Advertisement

Hundreds Protest at U.S.-Mexico Border Over Trade Agreement

Share
Special to The Times

Nearly 500 people, including garment workers, and labor and environmental leaders, joined Thursday at the U.S.-Mexico border to protest the proposed North American Free Trade Agreement.

Chanting “$4 a day, no way!” the demonstration against the trade agreement was one of the largest thus far in San Diego County, which analysts say will feel the most immediate impact from the agreement.

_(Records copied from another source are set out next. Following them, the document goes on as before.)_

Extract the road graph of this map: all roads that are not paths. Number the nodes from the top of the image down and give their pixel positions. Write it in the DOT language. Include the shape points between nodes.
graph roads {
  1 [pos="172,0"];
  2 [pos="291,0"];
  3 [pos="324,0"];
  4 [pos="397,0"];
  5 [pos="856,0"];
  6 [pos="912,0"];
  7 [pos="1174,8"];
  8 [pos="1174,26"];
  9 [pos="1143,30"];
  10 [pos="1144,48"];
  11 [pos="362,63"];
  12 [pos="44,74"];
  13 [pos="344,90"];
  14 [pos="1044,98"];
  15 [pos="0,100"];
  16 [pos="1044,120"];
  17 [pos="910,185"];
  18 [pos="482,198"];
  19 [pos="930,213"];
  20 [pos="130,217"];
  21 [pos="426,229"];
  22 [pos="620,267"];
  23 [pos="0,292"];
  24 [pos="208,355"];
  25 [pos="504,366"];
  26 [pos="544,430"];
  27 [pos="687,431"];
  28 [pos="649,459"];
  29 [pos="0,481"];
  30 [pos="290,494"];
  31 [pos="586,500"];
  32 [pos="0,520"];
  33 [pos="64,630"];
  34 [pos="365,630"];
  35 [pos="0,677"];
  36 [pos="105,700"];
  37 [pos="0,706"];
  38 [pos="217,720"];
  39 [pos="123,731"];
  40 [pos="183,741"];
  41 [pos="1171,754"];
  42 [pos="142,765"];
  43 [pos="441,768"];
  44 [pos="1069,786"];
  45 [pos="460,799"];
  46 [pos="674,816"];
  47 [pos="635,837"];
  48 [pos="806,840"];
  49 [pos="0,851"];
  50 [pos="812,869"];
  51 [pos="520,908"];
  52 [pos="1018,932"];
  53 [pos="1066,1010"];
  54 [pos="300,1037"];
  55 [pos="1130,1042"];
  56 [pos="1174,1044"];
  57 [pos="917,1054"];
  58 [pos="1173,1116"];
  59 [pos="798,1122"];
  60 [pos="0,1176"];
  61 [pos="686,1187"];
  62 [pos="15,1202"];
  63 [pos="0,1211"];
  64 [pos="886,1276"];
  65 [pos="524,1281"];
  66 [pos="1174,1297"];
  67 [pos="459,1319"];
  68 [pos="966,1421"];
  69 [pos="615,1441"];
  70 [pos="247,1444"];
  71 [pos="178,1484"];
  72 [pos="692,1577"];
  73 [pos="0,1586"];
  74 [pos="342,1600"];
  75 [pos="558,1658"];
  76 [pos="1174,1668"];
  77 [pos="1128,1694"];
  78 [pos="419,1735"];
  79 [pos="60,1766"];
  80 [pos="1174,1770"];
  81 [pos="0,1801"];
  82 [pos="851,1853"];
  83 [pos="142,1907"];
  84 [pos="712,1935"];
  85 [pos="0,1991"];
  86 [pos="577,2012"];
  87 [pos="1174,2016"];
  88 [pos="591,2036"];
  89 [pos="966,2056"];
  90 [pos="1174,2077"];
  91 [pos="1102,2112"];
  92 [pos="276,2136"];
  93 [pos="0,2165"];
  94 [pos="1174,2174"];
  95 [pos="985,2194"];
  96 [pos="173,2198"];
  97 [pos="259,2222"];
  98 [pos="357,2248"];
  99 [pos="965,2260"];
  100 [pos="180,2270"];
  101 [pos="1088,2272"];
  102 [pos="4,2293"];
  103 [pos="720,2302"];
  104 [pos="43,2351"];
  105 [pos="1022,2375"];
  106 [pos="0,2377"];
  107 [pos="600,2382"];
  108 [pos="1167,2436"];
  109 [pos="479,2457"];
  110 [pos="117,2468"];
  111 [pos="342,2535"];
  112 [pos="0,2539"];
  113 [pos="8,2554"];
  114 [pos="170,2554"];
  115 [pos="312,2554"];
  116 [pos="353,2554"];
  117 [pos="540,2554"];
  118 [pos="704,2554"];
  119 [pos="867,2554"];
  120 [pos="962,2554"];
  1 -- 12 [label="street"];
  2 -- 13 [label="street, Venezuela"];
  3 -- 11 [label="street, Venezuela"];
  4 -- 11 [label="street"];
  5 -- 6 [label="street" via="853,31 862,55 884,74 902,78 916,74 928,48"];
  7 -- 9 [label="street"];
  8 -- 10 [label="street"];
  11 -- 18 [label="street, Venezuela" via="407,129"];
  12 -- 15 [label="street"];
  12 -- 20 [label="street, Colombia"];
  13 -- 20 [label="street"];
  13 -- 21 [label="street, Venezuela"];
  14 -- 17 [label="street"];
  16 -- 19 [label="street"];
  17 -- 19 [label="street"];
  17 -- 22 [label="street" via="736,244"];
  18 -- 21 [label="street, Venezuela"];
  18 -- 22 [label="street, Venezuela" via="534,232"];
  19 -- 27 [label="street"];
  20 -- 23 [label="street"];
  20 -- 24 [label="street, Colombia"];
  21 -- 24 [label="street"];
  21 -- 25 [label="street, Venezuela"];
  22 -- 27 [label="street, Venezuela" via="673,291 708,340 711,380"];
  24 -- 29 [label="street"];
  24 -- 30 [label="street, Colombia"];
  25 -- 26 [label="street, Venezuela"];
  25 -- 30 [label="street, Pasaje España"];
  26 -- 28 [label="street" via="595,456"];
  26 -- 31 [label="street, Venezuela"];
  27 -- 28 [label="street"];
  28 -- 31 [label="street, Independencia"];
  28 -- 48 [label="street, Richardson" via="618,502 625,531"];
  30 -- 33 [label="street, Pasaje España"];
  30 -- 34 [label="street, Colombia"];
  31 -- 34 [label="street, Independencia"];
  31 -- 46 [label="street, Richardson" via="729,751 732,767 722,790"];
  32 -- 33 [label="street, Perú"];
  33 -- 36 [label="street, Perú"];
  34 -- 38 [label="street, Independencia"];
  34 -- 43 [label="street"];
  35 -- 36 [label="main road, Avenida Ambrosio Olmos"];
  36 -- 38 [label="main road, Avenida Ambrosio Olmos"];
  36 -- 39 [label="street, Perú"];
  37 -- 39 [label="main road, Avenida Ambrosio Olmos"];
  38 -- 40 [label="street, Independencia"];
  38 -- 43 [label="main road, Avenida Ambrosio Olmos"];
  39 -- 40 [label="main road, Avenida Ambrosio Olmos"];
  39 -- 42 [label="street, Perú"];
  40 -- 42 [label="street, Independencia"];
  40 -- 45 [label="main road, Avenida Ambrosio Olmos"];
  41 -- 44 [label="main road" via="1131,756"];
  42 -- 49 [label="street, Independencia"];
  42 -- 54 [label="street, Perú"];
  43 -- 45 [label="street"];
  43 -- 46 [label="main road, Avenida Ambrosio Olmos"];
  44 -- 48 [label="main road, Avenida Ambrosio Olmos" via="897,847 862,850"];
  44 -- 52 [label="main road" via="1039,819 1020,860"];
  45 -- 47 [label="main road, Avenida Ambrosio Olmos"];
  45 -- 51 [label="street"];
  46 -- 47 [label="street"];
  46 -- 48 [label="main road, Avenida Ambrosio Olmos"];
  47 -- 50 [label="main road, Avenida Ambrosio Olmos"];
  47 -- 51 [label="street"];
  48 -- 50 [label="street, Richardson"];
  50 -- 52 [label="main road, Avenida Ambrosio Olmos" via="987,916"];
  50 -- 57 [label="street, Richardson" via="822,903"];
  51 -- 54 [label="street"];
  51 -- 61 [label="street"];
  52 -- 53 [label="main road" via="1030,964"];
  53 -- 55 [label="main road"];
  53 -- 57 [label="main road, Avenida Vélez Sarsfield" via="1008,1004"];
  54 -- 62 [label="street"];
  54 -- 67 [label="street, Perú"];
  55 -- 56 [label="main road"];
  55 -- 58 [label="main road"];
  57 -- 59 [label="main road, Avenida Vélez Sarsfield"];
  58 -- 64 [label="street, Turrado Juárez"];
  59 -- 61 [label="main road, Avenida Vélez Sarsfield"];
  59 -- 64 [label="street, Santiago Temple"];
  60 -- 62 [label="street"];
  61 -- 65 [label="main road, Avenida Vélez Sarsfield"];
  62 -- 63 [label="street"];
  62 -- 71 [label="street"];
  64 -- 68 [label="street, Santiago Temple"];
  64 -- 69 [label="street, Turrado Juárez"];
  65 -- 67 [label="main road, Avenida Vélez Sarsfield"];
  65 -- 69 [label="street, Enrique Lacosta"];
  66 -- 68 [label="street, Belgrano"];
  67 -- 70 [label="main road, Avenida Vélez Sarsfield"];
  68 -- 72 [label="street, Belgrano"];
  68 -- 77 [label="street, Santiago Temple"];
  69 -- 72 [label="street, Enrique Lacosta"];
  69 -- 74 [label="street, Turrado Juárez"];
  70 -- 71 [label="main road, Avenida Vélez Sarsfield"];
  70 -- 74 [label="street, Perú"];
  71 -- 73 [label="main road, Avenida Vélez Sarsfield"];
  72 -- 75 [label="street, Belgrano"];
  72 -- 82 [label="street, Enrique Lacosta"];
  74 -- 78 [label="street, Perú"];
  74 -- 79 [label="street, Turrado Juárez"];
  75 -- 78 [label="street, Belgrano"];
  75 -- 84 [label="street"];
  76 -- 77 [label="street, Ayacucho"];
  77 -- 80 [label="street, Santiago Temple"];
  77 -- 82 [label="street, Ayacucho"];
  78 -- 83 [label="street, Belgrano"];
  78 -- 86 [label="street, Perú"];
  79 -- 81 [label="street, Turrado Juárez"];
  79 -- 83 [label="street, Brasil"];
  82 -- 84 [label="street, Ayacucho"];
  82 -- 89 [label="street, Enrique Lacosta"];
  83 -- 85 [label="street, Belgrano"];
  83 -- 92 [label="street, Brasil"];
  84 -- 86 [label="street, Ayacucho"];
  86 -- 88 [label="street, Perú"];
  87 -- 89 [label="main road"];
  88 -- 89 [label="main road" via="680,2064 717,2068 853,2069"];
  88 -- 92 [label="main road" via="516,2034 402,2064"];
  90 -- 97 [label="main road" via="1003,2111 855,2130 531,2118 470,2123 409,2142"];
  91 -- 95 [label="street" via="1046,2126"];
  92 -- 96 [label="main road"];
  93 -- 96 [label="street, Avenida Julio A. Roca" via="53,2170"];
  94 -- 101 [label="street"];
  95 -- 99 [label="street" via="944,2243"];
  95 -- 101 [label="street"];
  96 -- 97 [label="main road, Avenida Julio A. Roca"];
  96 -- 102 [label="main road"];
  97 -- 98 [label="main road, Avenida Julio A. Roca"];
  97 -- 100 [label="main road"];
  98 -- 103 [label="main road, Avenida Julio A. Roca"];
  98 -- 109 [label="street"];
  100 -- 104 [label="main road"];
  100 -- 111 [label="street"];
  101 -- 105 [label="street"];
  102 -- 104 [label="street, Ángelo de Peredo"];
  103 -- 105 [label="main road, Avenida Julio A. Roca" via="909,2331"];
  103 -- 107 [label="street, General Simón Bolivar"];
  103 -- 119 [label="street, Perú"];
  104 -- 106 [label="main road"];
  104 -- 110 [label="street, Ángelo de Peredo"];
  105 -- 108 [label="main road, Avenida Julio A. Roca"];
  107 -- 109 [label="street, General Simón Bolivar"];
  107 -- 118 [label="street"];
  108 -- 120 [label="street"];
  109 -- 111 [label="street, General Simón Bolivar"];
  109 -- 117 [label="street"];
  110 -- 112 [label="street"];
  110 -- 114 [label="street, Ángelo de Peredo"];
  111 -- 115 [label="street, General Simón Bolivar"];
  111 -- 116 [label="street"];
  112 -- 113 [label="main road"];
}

The event, sponsored by the Amalgamated Clothing and Textile Workers Union and the AFL-CIO, was largely orchestrated: American Fashion Inc. in Chula Vista closed for three hours so that about 475 of the clothing plant’s 500 workers could take 10 school buses to the rally.

Advertisement

Union leaders contend that approval of the trade agreement will lower American salaries in manufacturing to the minimum of about $4 a day that workers in Tijuana earn. The treaty has been initialed by President Bush and the leaders of Canada and Mexico, but has yet to be ratified.

Raul Marquez, leader of Mexico’s Authentic Labor Front, which he said is the only union not under government control in Mexico, said Mexican workers are already facing “miserable salaries with U.S. companies that have transferred to Mexico. The corporations have added to the destruction of our country and our health.”